MPs and peers have this week been calling for reforms to Britain’s laws, which currently criminalise prostitution. An all-party parliamentary group on prostitution has urged Britain to follow the lead of countries such as Sweden and Norway, which make the purchase of sex illegal rather than targeting women who may have been coerced into selling their bodies. We spoke to Cari Mitchell, a spokeswoman for the English Collective of Prostitutes.
It’s the first major cross-party report on prostitution since 1996.
Cari Mitchell told VoR that
“We absolutely oppose this because criminalising clients won’t stop prostitution, it won’t stop the criminalisation of women, but it will make it much more stigmatising and dangerous for women.”
She points out that while it’s shown that poverty is the main driver behind prostitution, there is not one single recommendation in the report to tackle the benefit sanctions and cuts which women all over the country are facing.
What about the idea that the law should be targeting the men who use the services?

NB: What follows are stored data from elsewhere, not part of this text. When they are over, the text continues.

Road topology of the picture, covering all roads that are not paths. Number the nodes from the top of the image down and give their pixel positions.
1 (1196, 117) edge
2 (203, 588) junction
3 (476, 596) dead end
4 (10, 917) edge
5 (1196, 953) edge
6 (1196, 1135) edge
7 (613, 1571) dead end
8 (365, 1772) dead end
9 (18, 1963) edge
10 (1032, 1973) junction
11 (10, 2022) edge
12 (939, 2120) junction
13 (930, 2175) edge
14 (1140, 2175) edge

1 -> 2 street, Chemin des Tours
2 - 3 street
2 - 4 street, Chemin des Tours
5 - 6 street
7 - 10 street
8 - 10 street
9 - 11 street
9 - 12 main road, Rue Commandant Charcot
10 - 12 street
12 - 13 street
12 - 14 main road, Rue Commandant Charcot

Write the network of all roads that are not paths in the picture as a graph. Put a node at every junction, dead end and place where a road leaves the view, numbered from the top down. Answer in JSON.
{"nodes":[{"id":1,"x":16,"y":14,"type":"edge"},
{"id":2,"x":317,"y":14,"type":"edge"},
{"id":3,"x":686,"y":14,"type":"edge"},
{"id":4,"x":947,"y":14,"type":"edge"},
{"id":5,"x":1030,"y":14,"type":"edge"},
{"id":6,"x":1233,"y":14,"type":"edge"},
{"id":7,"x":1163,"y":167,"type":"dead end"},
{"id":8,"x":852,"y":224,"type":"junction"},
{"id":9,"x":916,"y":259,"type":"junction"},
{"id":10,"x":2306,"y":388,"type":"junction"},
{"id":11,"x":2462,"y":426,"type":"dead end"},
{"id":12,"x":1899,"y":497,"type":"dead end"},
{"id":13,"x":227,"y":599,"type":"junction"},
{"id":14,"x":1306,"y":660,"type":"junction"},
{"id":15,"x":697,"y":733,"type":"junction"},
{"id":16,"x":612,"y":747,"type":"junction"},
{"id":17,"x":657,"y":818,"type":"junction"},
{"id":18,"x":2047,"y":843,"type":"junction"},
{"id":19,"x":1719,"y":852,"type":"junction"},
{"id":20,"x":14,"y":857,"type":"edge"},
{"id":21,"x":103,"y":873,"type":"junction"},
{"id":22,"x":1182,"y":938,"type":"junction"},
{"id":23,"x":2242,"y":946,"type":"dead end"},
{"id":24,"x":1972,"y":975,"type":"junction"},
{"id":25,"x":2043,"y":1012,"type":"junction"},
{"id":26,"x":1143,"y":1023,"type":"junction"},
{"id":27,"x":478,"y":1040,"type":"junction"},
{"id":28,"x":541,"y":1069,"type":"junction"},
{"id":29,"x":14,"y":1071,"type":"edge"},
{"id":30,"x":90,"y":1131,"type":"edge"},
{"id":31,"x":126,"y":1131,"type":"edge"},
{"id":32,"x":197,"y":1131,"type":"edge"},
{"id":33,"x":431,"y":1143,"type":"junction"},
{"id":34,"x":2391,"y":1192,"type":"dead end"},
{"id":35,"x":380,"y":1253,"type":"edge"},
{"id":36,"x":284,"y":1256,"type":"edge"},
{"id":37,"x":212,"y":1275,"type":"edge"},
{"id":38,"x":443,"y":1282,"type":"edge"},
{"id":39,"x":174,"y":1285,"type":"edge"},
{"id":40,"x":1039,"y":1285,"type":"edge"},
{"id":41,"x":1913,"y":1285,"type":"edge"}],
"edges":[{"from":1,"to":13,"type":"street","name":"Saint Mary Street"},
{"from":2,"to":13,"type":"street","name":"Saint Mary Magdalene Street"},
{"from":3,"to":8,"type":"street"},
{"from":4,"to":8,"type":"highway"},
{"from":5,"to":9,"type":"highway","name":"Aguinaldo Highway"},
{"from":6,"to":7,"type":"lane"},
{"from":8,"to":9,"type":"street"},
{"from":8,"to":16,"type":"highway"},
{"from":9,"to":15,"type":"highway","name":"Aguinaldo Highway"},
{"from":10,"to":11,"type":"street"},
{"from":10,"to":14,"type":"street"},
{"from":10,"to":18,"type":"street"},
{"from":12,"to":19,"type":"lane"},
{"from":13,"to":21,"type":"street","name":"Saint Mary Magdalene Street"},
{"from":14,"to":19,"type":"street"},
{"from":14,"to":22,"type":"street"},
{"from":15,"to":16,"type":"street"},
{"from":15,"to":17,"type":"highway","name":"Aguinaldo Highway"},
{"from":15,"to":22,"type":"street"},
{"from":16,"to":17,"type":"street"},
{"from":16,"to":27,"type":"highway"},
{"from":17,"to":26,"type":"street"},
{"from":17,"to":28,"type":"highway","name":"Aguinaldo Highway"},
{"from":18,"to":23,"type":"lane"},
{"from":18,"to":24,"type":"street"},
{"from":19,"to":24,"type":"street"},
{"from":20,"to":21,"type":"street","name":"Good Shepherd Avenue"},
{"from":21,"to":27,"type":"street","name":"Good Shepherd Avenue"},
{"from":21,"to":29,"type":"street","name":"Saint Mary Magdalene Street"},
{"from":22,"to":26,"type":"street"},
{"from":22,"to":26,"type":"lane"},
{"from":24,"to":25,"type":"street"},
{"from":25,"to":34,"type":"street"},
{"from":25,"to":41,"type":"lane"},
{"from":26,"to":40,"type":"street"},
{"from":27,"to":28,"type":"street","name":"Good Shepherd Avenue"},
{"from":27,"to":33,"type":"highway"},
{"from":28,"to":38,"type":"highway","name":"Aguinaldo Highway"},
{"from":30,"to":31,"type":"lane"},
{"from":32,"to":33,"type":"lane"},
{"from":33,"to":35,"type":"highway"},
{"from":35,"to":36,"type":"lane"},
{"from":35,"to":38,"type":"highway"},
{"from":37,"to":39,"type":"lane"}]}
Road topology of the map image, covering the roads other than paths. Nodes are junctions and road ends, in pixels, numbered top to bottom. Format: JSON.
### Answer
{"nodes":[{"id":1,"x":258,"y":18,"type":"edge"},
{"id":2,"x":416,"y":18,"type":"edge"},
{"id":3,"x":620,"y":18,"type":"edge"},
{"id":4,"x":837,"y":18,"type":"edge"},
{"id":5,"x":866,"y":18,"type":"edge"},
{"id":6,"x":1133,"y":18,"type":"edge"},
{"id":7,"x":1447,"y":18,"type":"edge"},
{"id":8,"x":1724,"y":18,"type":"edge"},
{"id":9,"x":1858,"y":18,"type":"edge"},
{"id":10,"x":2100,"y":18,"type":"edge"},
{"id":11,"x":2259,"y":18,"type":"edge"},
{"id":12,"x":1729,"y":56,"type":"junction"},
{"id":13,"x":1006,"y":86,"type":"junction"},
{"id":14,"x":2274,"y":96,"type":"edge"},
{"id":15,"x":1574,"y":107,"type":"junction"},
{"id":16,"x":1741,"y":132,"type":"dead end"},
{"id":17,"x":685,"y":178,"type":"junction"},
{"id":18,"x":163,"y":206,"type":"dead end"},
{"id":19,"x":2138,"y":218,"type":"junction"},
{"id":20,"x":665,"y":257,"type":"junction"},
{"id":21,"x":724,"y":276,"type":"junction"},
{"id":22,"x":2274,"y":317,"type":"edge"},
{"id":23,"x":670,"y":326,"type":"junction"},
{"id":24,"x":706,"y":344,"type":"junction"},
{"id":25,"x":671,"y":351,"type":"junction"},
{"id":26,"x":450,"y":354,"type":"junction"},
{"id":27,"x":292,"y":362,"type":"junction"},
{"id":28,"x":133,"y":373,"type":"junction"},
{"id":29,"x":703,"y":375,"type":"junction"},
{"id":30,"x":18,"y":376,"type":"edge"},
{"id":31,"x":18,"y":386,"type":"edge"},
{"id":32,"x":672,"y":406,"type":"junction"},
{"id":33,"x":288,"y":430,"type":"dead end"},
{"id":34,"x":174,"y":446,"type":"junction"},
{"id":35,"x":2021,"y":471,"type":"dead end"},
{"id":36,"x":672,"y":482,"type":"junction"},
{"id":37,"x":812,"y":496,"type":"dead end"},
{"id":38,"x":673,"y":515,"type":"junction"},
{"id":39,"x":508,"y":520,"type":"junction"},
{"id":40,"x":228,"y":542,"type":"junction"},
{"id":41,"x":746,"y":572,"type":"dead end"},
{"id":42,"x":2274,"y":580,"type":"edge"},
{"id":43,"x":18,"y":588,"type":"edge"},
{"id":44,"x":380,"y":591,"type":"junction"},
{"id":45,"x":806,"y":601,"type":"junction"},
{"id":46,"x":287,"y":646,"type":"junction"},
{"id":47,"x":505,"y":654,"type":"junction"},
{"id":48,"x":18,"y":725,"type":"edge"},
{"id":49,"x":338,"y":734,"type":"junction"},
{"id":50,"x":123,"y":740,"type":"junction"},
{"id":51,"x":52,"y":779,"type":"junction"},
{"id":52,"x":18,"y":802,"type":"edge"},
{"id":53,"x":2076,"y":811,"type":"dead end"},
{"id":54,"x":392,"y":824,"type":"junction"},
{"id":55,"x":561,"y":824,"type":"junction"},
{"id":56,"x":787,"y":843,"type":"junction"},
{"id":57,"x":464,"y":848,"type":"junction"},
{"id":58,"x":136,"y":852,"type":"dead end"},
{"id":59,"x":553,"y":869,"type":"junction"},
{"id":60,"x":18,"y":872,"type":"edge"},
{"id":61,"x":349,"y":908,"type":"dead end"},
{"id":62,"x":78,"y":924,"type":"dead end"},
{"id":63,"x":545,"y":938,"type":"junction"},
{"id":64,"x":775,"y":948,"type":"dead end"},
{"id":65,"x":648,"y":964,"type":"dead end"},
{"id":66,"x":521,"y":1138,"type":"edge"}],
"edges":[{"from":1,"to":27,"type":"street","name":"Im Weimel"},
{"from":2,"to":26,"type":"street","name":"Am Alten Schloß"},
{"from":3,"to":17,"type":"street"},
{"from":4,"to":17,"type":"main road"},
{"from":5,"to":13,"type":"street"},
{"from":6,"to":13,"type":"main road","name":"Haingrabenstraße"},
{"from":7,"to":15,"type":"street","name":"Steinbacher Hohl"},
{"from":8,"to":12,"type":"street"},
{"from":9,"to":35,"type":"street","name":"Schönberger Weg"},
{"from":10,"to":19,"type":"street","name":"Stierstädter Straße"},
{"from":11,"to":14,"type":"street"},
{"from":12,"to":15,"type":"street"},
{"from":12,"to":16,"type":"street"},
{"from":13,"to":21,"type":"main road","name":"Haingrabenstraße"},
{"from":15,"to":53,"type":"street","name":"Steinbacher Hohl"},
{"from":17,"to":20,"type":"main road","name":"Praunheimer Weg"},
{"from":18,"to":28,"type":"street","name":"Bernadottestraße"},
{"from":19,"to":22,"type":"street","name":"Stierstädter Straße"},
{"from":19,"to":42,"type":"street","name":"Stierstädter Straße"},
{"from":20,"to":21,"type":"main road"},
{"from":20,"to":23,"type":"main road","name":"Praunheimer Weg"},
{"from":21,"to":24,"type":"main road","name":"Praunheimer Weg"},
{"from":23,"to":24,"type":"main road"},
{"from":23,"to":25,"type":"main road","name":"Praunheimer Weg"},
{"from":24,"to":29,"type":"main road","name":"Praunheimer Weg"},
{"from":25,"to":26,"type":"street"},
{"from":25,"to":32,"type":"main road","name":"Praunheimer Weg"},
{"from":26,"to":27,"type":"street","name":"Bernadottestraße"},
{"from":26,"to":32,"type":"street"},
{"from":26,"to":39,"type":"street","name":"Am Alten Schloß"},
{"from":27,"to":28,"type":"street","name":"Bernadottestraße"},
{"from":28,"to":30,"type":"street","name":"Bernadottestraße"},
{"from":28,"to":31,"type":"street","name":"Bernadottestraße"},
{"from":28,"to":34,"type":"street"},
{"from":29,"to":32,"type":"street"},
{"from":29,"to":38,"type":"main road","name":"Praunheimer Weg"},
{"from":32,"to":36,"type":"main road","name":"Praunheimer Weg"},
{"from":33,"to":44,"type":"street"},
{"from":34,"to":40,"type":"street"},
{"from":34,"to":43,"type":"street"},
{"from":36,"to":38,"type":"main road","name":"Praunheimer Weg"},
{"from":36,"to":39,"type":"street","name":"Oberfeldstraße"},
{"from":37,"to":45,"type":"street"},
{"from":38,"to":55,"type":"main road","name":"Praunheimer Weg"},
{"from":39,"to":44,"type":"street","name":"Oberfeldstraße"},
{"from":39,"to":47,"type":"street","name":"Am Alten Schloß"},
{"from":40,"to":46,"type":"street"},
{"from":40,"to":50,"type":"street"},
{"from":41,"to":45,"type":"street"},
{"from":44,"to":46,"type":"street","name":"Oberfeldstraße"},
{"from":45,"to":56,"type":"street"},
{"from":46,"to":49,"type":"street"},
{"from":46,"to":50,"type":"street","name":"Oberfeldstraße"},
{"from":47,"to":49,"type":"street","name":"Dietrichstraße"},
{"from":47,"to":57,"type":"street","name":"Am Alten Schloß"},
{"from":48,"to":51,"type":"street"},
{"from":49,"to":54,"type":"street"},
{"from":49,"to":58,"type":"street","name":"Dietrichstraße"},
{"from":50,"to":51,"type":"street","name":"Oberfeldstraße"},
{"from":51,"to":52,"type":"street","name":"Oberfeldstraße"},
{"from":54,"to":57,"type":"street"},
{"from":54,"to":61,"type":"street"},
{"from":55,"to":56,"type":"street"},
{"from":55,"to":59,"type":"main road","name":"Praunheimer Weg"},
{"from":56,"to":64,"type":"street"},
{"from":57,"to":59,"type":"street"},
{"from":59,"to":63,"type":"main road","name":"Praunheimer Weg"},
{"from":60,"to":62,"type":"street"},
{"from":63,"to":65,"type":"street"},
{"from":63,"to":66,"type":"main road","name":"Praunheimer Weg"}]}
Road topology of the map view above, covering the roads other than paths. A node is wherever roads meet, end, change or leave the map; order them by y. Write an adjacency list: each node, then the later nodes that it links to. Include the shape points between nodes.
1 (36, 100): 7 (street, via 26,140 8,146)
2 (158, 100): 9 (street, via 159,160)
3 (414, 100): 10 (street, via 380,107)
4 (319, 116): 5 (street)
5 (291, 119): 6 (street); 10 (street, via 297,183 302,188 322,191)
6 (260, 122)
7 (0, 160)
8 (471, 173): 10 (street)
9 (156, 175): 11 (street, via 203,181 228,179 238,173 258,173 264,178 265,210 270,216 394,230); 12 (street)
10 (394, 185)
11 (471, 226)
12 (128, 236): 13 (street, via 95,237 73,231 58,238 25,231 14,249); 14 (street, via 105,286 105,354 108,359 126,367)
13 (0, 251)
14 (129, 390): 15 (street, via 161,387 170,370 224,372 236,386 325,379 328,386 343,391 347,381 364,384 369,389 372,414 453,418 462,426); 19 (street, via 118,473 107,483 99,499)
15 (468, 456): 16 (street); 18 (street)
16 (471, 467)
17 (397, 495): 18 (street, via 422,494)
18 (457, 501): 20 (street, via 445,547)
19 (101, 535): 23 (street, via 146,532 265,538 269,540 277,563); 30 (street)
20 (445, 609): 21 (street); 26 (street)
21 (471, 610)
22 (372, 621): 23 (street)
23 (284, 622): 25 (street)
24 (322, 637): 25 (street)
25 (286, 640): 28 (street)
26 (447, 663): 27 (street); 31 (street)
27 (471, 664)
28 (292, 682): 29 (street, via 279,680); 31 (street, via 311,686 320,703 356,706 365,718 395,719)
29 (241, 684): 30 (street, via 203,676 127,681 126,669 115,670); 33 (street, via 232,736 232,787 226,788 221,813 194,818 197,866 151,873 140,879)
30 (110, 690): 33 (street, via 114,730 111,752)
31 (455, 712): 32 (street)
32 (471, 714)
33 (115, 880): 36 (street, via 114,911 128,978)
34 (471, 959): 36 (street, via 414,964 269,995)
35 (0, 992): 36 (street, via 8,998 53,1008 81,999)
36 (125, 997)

“It’s crazy. We agree with them that poverty is what drives women into prostitution but then to recommend that clients are criminalised makes it much more dangerous. It means that the police are going to use the laws to chase after men that we don’t want them to chase after and they are going to disregard again, even more, the men we do want them to go after – the ones who are violent.”
She says that after the last police crackdown on clients in late 2013, a woman was murdered in East London. Other women described running into back streets to get away the police and not being able to carry out the normal security measures such as checking out customers before they got into the car. “It’s an example of what happens when the police are given free rein of the laws.”
We put it to Mitchell that there are a lot of people who simply think that prostitution is wrong and shouldn’t take place.
“Those people should press MPs to make sure that women have the money in our hands not to go into prostitution,” she replies. “Women are doing really difficult jobs. I was cleaning toilets before I went into the sex industry.
“They are living in a bubble when they talk about choice.
“Women who work in the sex industry are no different from any other women – we are making the same choices, most of us we are mothers, we have to put food on the table.”
She quoted one woman who said she used to work previously in the sex industry and despite being raped during that time, she said that she would go back into the sex trade if it was a question of necessity to feed her children and be able to pay bills to maintain the household.
Nobody should be condemned for getting out and doing what is necessary to earn some money to pay the household bills, Mitchell said.